■ **TASK TO COMPLETE**:
Could you copy out all of the entries exactly?

(Records from a data source)
[Start of section]

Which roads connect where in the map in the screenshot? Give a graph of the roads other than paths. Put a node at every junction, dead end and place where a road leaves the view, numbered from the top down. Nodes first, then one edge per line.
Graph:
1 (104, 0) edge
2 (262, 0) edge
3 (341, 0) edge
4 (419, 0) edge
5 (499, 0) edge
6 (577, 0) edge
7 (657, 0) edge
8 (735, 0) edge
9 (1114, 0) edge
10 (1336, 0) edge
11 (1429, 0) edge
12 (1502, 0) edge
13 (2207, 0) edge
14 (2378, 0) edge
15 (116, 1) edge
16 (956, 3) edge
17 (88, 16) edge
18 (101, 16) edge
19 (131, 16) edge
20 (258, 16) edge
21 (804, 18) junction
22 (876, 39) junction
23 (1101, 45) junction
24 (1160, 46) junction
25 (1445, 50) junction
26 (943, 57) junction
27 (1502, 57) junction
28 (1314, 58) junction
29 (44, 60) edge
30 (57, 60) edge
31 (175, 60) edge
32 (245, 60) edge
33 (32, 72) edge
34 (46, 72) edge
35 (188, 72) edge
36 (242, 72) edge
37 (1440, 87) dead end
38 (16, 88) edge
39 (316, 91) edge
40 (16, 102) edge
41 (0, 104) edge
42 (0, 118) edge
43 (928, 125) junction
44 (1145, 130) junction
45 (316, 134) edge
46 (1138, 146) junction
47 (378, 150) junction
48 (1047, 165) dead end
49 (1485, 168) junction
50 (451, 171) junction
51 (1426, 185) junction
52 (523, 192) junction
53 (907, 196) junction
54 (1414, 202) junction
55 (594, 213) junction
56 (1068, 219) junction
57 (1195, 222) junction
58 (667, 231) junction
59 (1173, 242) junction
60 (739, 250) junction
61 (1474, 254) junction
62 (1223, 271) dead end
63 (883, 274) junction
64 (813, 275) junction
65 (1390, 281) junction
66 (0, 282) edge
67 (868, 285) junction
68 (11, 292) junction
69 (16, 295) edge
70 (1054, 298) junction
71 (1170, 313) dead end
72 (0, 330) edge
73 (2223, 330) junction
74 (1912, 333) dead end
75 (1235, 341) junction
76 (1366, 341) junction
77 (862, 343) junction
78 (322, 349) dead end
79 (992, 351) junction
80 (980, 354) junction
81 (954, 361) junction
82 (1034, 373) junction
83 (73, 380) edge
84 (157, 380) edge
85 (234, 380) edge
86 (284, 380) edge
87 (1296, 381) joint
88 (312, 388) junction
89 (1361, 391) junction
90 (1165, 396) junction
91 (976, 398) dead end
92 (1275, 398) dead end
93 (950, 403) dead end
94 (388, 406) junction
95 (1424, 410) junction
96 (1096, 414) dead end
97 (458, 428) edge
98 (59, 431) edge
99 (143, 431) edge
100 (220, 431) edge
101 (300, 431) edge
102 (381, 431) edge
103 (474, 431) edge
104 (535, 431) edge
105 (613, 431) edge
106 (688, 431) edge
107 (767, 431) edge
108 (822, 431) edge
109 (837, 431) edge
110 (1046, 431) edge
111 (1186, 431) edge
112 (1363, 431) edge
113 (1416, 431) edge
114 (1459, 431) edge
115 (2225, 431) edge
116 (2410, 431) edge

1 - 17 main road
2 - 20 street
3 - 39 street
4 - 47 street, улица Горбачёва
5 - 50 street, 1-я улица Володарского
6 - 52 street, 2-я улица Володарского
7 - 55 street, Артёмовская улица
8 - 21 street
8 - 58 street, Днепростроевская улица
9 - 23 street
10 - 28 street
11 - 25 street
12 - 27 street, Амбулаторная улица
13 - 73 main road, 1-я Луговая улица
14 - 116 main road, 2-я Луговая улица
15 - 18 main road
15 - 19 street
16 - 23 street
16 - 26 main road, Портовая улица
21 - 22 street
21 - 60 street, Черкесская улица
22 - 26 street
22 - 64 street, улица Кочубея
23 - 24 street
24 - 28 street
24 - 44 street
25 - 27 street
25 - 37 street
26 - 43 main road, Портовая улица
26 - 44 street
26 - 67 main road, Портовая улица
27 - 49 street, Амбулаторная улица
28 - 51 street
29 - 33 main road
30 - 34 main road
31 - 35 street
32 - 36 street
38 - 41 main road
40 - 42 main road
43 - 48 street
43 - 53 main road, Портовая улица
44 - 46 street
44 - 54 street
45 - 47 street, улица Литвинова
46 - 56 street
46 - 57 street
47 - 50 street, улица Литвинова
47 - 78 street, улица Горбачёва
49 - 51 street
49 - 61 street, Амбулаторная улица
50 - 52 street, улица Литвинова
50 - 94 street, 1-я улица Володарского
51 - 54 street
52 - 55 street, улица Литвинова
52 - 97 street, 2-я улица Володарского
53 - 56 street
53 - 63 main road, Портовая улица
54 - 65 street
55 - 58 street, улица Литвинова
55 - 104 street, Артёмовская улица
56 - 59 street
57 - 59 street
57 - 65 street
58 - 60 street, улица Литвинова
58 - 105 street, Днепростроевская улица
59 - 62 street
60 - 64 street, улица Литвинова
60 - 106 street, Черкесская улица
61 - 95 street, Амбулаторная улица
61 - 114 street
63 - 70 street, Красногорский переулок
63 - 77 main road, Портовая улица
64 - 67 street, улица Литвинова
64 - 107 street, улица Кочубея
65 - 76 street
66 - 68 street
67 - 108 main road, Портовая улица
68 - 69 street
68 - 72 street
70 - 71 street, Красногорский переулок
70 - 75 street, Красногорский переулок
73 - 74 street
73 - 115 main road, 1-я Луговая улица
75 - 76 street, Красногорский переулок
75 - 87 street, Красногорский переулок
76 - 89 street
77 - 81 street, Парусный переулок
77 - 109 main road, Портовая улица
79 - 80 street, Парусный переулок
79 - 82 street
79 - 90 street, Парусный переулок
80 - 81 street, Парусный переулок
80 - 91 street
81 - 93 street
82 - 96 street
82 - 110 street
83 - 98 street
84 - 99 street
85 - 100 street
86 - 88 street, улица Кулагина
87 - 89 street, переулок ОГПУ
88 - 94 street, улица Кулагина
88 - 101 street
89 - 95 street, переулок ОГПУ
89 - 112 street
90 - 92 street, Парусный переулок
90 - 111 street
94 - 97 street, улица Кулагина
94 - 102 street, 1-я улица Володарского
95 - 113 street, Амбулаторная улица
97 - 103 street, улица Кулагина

[End of section]

■ **PROBLEM SOLUTION**:
Which roads connect where in the map in the screenshot? Give a graph of the roads other than paths. Put a node at every junction, dead end and place where a road leaves the view, numbered from the top down. Nodes first, then one edge per line.
Graph:
1 (104, 0) edge
2 (262, 0) edge
3 (341, 0) edge
4 (419, 0) edge
5 (499, 0) edge
6 (577, 0) edge
7 (657, 0) edge
8 (735, 0) edge
9 (1114, 0) edge
10 (1336, 0) edge
11 (1429, 0) edge
12 (1502, 0) edge
13 (2207, 0) edge
14 (2378, 0) edge
15 (116, 1) edge
16 (956, 3) edge
17 (88, 16) edge
18 (101, 16) edge
19 (131, 16) edge
20 (258, 16) edge
21 (804, 18) junction
22 (876, 39) junction
23 (1101, 45) junction
24 (1160, 46) junction
25 (1445, 50) junction
26 (943, 57) junction
27 (1502, 57) junction
28 (1314, 58) junction
29 (44, 60) edge
30 (57, 60) edge
31 (175, 60) edge
32 (245, 60) edge
33 (32, 72) edge
34 (46, 72) edge
35 (188, 72) edge
36 (242, 72) edge
37 (1440, 87) dead end
38 (16, 88) edge
39 (316, 91) edge
40 (16, 102) edge
41 (0, 104) edge
42 (0, 118) edge
43 (928, 125) junction
44 (1145, 130) junction
45 (316, 134) edge
46 (1138, 146) junction
47 (378, 150) junction
48 (1047, 165) dead end
49 (1485, 168) junction
50 (451, 171) junction
51 (1426, 185) junction
52 (523, 192) junction
53 (907, 196) junction
54 (1414, 202) junction
55 (594, 213) junction
56 (1068, 219) junction
57 (1195, 222) junction
58 (667, 231) junction
59 (1173, 242) junction
60 (739, 250) junction
61 (1474, 254) junction
62 (1223, 271) dead end
63 (883, 274) junction
64 (813, 275) junction
65 (1390, 281) junction
66 (0, 282) edge
67 (868, 285) junction
68 (11, 292) junction
69 (16, 295) edge
70 (1054, 298) junction
71 (1170, 313) dead end
72 (0, 330) edge
73 (2223, 330) junction
74 (1912, 333) dead end
75 (1235, 341) junction
76 (1366, 341) junction
77 (862, 343) junction
78 (322, 349) dead end
79 (992, 351) junction
80 (980, 354) junction
81 (954, 361) junction
82 (1034, 373) junction
83 (73, 380) edge
84 (157, 380) edge
85 (234, 380) edge
86 (284, 380) edge
87 (1296, 381) joint
88 (312, 388) junction
89 (1361, 391) junction
90 (1165, 396) junction
91 (976, 398) dead end
92 (1275, 398) dead end
93 (950, 403) dead end
94 (388, 406) junction
95 (1424, 410) junction
96 (1096, 414) dead end
97 (458, 428) edge
98 (59, 431) edge
99 (143, 431) edge
100 (220, 431) edge
101 (300, 431) edge
102 (381, 431) edge
103 (474, 431) edge
104 (535, 431) edge
105 (613, 431) edge
106 (688, 431) edge
107 (767, 431) edge
108 (822, 431) edge
109 (837, 431) edge
110 (1046, 431) edge
111 (1186, 431) edge
112 (1363, 431) edge
113 (1416, 431) edge
114 (1459, 431) edge
115 (2225, 431) edge
116 (2410, 431) edge

1 - 17 main road
2 - 20 street
3 - 39 street
4 - 47 street, улица Горбачёва
5 - 50 street, 1-я улица Володарского
6 - 52 street, 2-я улица Володарского
7 - 55 street, Артёмовская улица
8 - 21 street
8 - 58 street, Днепростроевская улица
9 - 23 street
10 - 28 street
11 - 25 street
12 - 27 street, Амбулаторная улица
13 - 73 main road, 1-я Луговая улица
14 - 116 main road, 2-я Луговая улица
15 - 18 main road
15 - 19 street
16 - 23 street
16 - 26 main road, Портовая улица
21 - 22 street
21 - 60 street, Черкесская улица
22 - 26 street
22 - 64 street, улица Кочубея
23 - 24 street
24 - 28 street
24 - 44 street
25 - 27 street
25 - 37 street
26 - 43 main road, Портовая улица
26 - 44 street
26 - 67 main road, Портовая улица
27 - 49 street, Амбулаторная улица
28 - 51 street
29 - 33 main road
30 - 34 main road
31 - 35 street
32 - 36 street
38 - 41 main road
40 - 42 main road
43 - 48 street
43 - 53 main road, Портовая улица
44 - 46 street
44 - 54 street
45 - 47 street, улица Литвинова
46 - 56 street
46 - 57 street
47 - 50 street, улица Литвинова
47 - 78 street, улица Горбачёва
49 - 51 street
49 - 61 street, Амбулаторная улица
50 - 52 street, улица Литвинова
50 - 94 street, 1-я улица Володарского
51 - 54 street
52 - 55 street, улица Литвинова
52 - 97 street, 2-я улица Володарского
53 - 56 street
53 - 63 main road, Портовая улица
54 - 65 street
55 - 58 street, улица Литвинова
55 - 104 street, Артёмовская улица
56 - 59 street
57 - 59 street
57 - 65 street
58 - 60 street, улица Литвинова
58 - 105 street, Днепростроевская улица
59 - 62 street
60 - 64 street, улица Литвинова
60 - 106 street, Черкесская улица
61 - 95 street, Амбулаторная улица
61 - 114 street
63 - 70 street, Красногорский переулок
63 - 77 main road, Портовая улица
64 - 67 street, улица Литвинова
64 - 107 street, улица Кочубея
65 - 76 street
66 - 68 street
67 - 108 main road, Портовая улица
68 - 69 street
68 - 72 street
70 - 71 street, Красногорский переулок
70 - 75 street, Красногорский переулок
73 - 74 street
73 - 115 main road, 1-я Луговая улица
75 - 76 street, Красногорский переулок
75 - 87 street, Красногорский переулок
76 - 89 street
77 - 81 street, Парусный переулок
77 - 109 main road, Портовая улица
79 - 80 street, Парусный переулок
79 - 82 street
79 - 90 street, Парусный переулок
80 - 81 street, Парусный переулок
80 - 91 street
81 - 93 street
82 - 96 street
82 - 110 street
83 - 98 street
84 - 99 street
85 - 100 street
86 - 88 street, улица Кулагина
87 - 89 street, переулок ОГПУ
88 - 94 street, улица Кулагина
88 - 101 street
89 - 95 street, переулок ОГПУ
89 - 112 street
90 - 92 street, Парусный переулок
90 - 111 street
94 - 97 street, улица Кулагина
94 - 102 street, 1-я улица Володарского
95 - 113 street, Амбулаторная улица
97 - 103 street, улица Кулагина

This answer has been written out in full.